● **What the task requires**:
Work out how many lines in the entries below contain the string "paths". Reply with that figure alone.

● **Task inputs**:
....

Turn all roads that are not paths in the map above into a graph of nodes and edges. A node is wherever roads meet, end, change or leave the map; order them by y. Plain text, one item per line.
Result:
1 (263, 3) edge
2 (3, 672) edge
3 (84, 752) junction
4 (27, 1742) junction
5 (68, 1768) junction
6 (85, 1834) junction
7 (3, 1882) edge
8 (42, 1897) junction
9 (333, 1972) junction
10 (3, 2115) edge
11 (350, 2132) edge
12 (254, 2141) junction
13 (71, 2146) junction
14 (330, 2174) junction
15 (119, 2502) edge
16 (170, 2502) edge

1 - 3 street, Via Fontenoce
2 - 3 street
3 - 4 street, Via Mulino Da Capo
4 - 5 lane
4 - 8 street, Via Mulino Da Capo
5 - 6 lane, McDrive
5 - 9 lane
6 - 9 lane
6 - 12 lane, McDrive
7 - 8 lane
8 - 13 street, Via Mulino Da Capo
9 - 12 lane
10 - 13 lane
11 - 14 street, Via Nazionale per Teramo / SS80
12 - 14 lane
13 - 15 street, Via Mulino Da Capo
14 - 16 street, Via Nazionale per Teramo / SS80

....

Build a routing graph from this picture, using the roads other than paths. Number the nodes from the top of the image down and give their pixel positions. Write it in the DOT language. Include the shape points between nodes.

....

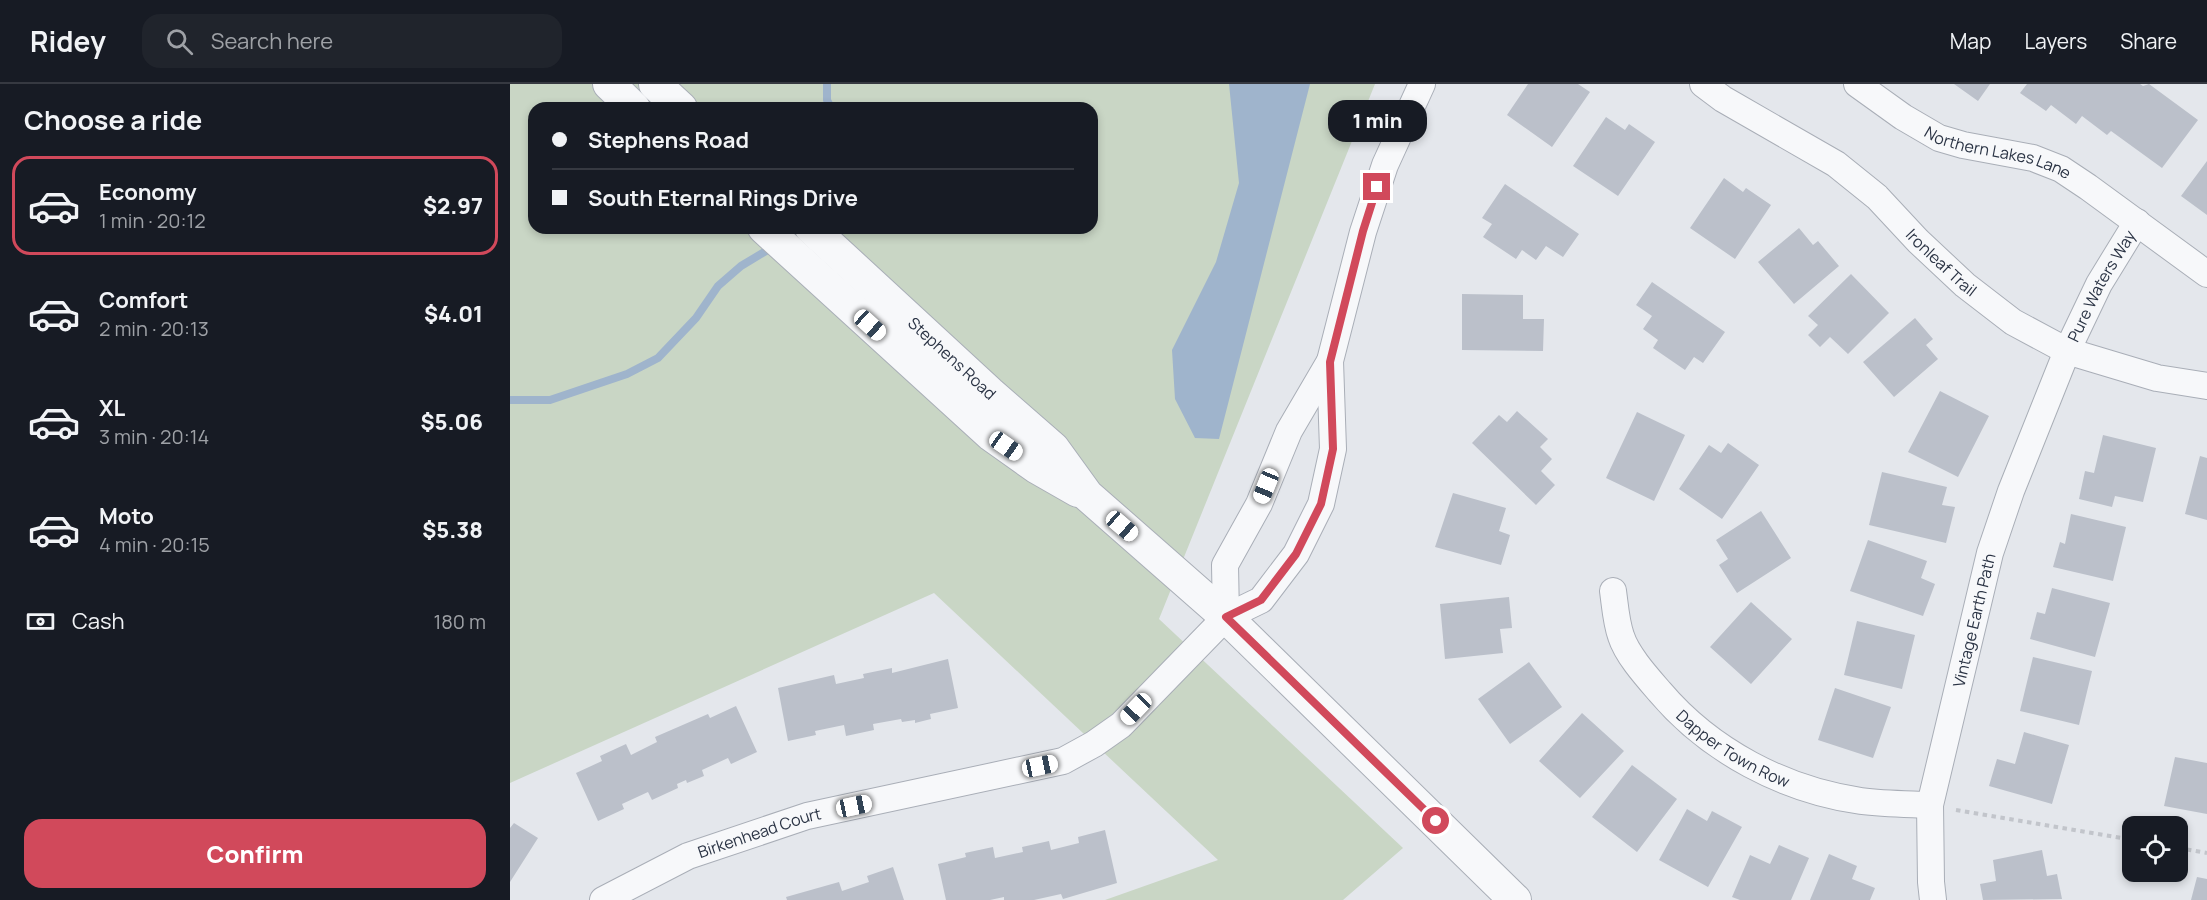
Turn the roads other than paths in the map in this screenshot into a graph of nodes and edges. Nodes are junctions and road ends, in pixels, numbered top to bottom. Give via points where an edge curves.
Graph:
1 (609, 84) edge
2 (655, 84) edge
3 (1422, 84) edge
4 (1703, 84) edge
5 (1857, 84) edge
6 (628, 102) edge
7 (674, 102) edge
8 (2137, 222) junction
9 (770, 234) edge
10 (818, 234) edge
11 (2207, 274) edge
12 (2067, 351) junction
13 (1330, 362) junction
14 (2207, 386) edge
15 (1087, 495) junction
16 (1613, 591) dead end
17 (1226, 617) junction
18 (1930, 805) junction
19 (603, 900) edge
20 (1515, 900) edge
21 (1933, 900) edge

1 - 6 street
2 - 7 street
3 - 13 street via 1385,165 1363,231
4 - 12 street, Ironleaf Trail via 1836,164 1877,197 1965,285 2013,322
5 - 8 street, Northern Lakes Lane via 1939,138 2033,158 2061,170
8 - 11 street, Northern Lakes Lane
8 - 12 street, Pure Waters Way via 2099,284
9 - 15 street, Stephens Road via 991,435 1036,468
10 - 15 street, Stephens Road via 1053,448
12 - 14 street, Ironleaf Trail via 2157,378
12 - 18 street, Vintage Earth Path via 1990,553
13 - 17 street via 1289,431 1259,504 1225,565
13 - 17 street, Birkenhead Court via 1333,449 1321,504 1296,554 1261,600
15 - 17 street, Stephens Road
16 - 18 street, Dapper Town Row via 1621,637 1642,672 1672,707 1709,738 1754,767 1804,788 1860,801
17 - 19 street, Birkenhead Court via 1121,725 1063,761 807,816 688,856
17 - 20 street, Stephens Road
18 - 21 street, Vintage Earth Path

....

● **Solution for this task**:
3